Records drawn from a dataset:

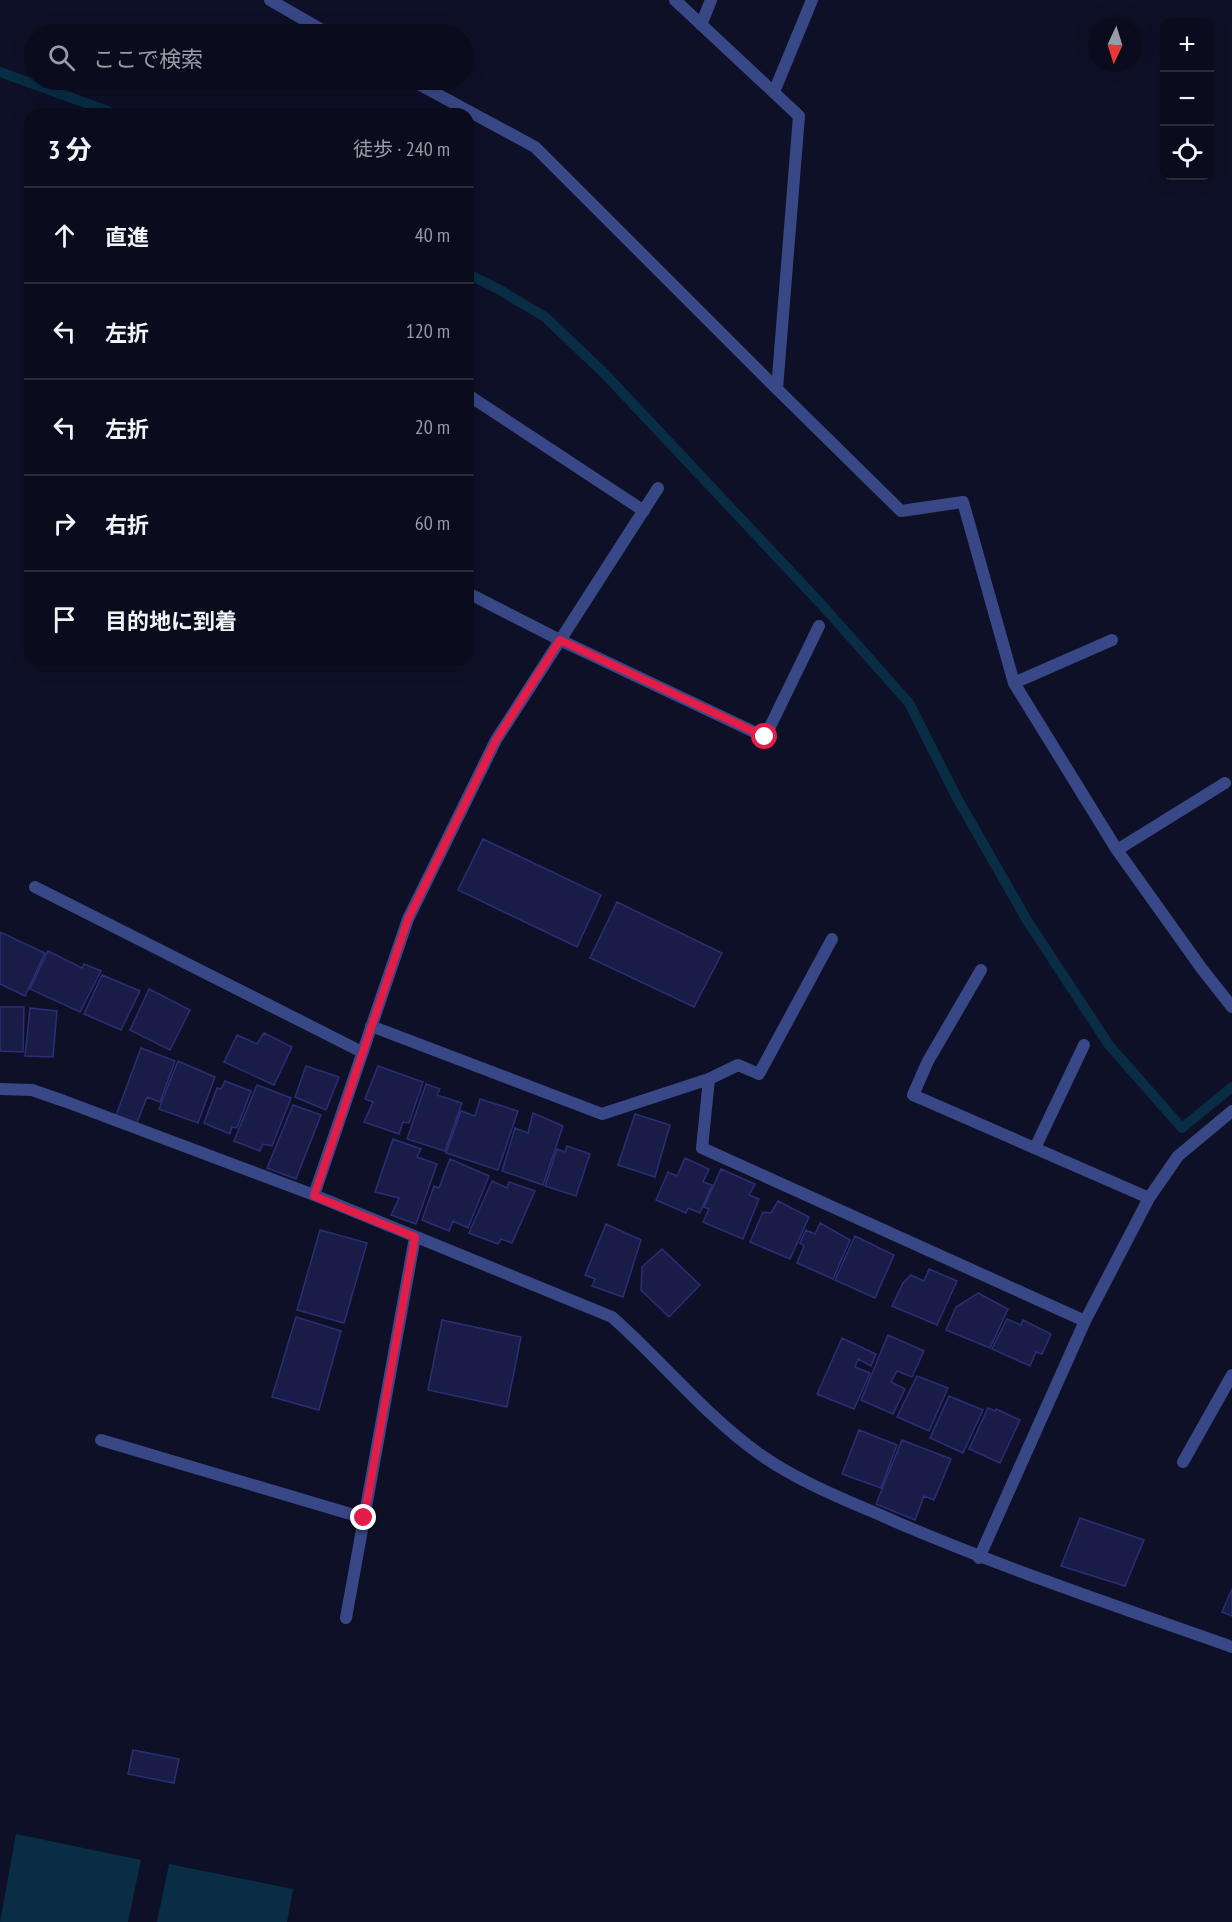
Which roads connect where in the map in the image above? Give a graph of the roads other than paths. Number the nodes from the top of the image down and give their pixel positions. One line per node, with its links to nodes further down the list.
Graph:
1 (270, 0): 5 (street)
2 (675, 0): 6 (street)
3 (711, 0): 6 (street)
4 (812, 0): 8 (street)
5 (312, 24)
6 (702, 25): 8 (street)
7 (430, 90): 9 (street)
8 (774, 92): 11 (street)
9 (463, 108)
10 (474, 114): 11 (street)
11 (777, 388): 19 (street)
12 (474, 399): 14 (street)
13 (658, 488): 14 (street)
14 (644, 511): 17 (street)
15 (474, 595): 17 (street)
16 (819, 626): 17 (street)
17 (560, 640): 26 (street)
18 (1112, 640): 19 (street)
19 (1014, 683): 21 (street)
20 (1225, 783): 21 (street)
21 (1117, 850): 25 (street)
22 (35, 887): 28 (street)
23 (832, 939): 29 (street)
24 (981, 970): 32 (street)
25 (1232, 1006)
26 (371, 1026): 28 (street); 29 (street)
27 (1084, 1045): 32 (street)
28 (362, 1052): 33 (street)
29 (709, 1080): 36 (street)
30 (0, 1089): 33 (street)
31 (1232, 1111): 34 (street)
32 (1035, 1148): 34 (street)
33 (314, 1196): 35 (street)
34 (1149, 1198): 36 (street)
35 (415, 1237): 40 (street); 41 (street)
36 (1085, 1321): 41 (street)
37 (1232, 1375): 39 (street)
38 (100, 1440): 40 (street)
39 (1183, 1462)
40 (364, 1518): 42 (street)
41 (979, 1558): 43 (street)
42 (346, 1618)
43 (1232, 1647)

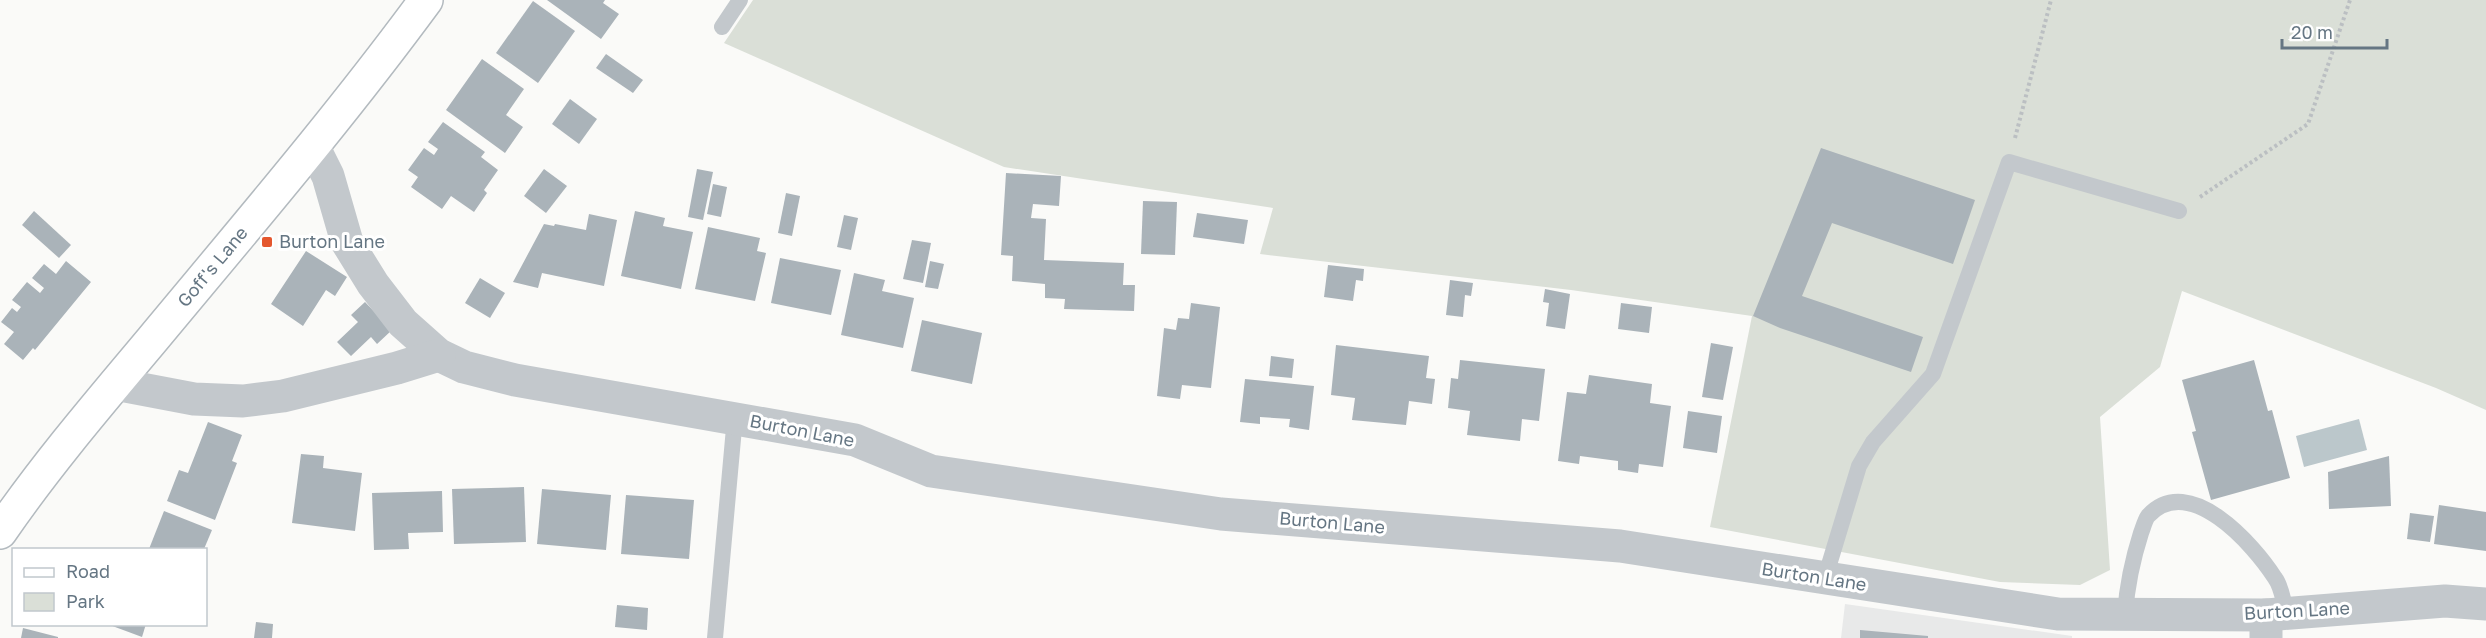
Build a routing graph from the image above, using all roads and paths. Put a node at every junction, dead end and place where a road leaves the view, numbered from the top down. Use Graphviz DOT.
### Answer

__PROBLEM TO WORK ON__
Taking the records above as input, show every line in which the word "where" is present.

__EXERCISE RESULT__
Which roads connect where in the map in the image above? Give a graph of the roads other than paths. Number the nodes from the top of the image down and give their pixel positions. One line per node, with its links to nodes further down the list.
Build a routing graph from the image above, using all roads and paths. Put a node at every junction, dead end and place where a road leaves the view, numbered from the top down. Use Graphviz DOT.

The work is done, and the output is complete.